With the People, her first painted cut-outs made between 1966 and 1967, Iannone confronts and destabilises the proprieties of an inhibited culture. The small wooden figures are inspired by Japanese woodcuts and Egyptian, Byzantine and Indian art, which she had studied while travelling the world with her husband James Upham. They portray media personalities, such as Charlie Chaplin, Jacqueline Kennedy, the Rolling Stones and Vogue models, outfitted with genitals: stylised penises and vulvas that look as if they had been stuck onto the suits, miniskirts and Chanel ensembles. These organs turn out to be an ambivalent ‘trademark’. As Iannone recounts, for instance in 1970 in her book Story of Bern (or) Showing Colors, they got pasted over by exhibitors who were afraid of police crackdowns and her books were burned by British customs. 

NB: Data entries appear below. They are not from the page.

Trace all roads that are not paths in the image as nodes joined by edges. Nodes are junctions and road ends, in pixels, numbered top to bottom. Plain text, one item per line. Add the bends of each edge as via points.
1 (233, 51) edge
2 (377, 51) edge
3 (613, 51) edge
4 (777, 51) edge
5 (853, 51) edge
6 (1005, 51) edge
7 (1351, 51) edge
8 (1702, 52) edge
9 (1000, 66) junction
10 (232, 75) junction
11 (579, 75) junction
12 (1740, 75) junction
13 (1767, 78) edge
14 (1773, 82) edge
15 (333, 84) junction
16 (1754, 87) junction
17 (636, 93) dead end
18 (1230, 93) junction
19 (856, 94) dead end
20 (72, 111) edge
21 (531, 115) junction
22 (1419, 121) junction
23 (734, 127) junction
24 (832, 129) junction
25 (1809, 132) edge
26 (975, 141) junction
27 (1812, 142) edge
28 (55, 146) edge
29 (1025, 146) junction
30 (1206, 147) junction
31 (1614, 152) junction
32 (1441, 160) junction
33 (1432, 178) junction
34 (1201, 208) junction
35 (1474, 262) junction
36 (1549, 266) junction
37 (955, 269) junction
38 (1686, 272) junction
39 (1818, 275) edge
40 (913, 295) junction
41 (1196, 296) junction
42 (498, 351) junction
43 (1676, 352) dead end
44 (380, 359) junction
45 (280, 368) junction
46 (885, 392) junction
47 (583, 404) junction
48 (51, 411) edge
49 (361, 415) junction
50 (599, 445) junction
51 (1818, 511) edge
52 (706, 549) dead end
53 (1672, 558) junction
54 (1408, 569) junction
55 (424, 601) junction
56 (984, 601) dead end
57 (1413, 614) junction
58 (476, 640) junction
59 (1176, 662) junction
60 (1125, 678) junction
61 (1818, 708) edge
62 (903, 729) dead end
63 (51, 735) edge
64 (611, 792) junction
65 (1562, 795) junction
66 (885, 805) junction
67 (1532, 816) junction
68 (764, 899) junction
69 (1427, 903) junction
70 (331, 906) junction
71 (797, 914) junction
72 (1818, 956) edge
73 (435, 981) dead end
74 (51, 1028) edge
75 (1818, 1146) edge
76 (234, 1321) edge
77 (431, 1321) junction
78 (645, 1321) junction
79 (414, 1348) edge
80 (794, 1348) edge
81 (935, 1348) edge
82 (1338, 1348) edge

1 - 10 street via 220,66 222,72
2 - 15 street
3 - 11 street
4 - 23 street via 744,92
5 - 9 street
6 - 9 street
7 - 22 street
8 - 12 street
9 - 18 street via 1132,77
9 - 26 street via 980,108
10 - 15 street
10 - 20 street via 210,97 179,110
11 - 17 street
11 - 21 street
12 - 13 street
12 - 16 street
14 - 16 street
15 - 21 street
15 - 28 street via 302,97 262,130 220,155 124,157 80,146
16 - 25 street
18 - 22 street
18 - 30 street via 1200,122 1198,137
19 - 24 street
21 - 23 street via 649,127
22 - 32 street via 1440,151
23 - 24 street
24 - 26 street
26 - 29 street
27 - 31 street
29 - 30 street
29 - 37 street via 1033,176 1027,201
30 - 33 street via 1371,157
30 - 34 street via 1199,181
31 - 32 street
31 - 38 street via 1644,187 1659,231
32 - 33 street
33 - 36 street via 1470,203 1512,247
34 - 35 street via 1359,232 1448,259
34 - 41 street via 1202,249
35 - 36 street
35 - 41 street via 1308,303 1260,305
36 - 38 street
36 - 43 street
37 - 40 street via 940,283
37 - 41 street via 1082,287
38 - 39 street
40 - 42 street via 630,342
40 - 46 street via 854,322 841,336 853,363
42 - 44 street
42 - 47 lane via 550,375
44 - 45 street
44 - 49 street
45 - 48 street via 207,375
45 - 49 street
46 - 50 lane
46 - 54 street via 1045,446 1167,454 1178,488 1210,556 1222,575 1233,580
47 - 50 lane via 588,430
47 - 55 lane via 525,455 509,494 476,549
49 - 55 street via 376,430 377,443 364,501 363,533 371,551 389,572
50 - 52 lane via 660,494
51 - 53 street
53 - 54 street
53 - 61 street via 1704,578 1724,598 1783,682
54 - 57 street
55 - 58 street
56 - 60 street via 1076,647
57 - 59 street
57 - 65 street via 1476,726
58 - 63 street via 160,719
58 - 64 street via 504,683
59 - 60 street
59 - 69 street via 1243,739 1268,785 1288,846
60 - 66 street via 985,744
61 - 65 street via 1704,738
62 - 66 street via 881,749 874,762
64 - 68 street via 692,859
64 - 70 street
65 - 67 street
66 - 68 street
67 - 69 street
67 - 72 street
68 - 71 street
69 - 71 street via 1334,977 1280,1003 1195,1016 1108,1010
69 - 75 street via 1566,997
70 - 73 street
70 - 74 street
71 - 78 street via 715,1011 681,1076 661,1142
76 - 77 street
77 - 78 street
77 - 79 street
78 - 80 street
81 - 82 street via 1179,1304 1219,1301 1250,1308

Yet it is not only the explicit depiction of eroticism and sexuality that scandalises, but also the fact that Iannone records the unfolding of her own relationships in great detail, depicting real people and incidents from the art scene of the 1960s and 1970s. Her love for Dieter Roth, whom she meets in 1967 on a trip to Iceland with James Upham and the Fluxus artist Emmett Williams, marks a cathartic watershed. The two fall in love with each other on the spot; Dorothy leaves her husband and proclaims the beloved her muse. Inner and outer experience overlap in works such as At Home (1969), the Eros series created between 1968 and 1971, and An Icelandic Saga (1978 – 86). The lovers appear in everyday surroundings as well as in the roles of archaically stylised mythological beings, celebrating sexual union as a cultic rite. In later works too, woman appears as a white goddess, slave, priestess – a harbinger of the return of matriarchy. But Iannone’s stance might ruffle some feminist feathers, for she also postulates female as well as male submission, classical seduction and unabashed voyeurism – all, however, under the banner of free will and self-empowerment.

Art for Iannone is always a way to be together with the beloved, to communicate with him, even when apart. And she is always inventing new ways of reaching him. She designs artist books and cookbooks, a (Ta)rot Pack, and sets of cards with Insults and Compliments. The painted video boxes she created in the 1970s are pioneering achievements; Iannone was probably the first artist to integrate video into her painting as a “picture within a picture”. I Was Thinking Of You (1975) gained notoriety. On the box’s monitor, framed by delicate feathers, appears the face of the artist who, filming alone, brings herself to orgasm, showing us a state of ecstasy. 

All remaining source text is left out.